RECORDED INFORMATION |

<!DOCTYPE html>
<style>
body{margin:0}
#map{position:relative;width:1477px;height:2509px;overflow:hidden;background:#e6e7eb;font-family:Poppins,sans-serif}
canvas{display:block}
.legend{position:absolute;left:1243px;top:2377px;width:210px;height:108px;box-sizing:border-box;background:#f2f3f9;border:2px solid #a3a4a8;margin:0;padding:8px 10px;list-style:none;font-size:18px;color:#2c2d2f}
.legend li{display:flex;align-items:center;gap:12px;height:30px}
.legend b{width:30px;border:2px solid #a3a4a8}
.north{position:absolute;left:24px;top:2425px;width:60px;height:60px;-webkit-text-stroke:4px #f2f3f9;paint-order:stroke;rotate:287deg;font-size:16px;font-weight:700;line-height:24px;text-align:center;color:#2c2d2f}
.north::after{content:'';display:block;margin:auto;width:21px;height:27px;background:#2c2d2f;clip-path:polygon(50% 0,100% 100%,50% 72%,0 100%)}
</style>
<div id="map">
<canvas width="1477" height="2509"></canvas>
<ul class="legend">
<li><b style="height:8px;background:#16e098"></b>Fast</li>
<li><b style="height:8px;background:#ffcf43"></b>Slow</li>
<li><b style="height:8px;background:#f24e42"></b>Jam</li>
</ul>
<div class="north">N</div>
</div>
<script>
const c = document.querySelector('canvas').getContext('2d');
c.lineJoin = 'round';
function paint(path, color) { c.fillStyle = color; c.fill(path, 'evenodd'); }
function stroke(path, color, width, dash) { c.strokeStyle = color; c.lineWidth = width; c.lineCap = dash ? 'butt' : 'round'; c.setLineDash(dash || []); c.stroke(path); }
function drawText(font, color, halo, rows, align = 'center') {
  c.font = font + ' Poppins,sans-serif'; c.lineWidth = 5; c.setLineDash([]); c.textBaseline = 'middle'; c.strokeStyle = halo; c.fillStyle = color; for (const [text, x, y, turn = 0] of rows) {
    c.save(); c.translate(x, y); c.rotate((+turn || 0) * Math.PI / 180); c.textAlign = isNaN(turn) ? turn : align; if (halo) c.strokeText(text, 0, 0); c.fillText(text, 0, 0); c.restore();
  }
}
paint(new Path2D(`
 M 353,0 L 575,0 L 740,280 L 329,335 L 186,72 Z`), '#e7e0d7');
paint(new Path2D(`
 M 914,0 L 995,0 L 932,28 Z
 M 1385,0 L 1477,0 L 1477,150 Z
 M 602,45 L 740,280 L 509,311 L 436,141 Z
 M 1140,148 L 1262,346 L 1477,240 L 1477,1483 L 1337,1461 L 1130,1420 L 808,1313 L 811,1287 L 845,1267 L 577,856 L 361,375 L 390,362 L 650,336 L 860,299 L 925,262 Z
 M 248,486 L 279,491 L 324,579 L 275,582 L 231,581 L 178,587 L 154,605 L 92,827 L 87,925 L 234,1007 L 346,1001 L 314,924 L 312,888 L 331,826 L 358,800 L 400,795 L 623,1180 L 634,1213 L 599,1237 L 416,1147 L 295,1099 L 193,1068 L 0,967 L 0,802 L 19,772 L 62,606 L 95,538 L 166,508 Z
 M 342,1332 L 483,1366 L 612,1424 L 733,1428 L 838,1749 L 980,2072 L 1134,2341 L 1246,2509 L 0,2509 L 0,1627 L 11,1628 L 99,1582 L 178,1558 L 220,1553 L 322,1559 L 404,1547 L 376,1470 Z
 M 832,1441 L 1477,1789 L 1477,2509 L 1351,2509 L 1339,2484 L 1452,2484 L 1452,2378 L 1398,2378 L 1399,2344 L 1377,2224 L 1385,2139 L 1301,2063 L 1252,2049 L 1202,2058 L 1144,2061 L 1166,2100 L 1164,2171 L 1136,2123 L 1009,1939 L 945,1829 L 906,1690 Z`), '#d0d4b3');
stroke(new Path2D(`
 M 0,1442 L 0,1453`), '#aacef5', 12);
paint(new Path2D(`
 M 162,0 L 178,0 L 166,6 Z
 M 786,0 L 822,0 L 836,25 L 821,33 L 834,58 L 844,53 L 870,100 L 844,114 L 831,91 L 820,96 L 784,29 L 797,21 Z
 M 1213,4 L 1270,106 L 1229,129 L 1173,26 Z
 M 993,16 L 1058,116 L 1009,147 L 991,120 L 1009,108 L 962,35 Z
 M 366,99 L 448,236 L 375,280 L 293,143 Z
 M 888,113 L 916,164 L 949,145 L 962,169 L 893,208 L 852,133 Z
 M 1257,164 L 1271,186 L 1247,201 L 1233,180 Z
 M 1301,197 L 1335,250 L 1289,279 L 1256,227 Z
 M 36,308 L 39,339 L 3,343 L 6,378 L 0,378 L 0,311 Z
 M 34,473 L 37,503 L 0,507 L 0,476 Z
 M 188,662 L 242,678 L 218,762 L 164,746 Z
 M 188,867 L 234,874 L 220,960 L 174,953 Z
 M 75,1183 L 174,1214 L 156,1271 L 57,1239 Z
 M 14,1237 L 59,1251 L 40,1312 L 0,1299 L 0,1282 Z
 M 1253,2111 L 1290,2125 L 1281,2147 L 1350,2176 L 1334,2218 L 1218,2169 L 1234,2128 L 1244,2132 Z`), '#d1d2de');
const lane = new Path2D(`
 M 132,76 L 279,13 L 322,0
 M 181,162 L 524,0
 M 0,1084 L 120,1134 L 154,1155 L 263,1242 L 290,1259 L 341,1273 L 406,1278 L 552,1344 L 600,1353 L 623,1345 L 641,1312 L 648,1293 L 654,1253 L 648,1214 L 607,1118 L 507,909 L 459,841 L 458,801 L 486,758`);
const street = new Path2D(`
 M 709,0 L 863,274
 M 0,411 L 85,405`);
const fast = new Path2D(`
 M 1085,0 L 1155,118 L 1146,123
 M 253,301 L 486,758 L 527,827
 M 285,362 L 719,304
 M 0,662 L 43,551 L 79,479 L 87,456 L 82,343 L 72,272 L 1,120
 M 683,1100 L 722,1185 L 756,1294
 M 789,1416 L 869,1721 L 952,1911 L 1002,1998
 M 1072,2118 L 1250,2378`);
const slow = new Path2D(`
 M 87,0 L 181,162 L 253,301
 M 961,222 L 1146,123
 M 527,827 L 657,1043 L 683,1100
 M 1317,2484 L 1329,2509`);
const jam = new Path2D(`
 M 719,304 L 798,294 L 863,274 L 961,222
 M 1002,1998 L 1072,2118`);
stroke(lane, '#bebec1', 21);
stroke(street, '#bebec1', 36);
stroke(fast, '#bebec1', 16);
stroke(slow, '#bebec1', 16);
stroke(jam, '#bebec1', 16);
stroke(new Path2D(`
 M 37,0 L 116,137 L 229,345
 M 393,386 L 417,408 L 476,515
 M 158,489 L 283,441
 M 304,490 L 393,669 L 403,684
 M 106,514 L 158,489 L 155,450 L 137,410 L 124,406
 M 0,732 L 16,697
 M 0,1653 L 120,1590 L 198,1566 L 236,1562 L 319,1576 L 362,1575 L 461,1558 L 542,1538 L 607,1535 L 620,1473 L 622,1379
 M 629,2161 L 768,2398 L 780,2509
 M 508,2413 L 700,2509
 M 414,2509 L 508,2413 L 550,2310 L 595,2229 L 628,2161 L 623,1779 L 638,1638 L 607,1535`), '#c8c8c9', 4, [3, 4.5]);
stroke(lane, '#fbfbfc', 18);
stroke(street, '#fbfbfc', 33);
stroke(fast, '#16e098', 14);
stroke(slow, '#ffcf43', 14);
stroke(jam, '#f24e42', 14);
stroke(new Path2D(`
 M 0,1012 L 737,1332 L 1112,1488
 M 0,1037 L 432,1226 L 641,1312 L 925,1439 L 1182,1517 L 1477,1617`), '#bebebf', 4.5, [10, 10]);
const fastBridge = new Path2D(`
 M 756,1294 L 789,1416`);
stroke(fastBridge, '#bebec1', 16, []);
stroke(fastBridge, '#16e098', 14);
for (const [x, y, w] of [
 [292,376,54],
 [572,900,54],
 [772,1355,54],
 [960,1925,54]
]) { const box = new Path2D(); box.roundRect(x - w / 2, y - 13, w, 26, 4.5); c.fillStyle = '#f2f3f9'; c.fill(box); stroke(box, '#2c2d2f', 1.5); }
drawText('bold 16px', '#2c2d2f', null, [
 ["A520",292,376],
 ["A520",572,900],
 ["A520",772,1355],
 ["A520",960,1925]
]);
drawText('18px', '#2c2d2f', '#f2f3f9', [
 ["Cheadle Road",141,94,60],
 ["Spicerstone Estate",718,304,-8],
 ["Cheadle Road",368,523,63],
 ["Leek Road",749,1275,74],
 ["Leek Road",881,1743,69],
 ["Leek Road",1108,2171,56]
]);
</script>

EXERCISE OBJECTIVE | Where in the records does the word "rows" appear? Copy each line that holds it.

RESULT OF THE EXERCISE |
function drawText(font, color, halo, rows, align = 'center') {
  c.font = font + ' Poppins,sans-serif'; c.lineWidth = 5; c.setLineDash([]); c.textBaseline = 'middle'; c.strokeStyle = halo; c.fillStyle = color; for (const [text, x, y, turn = 0] of rows) {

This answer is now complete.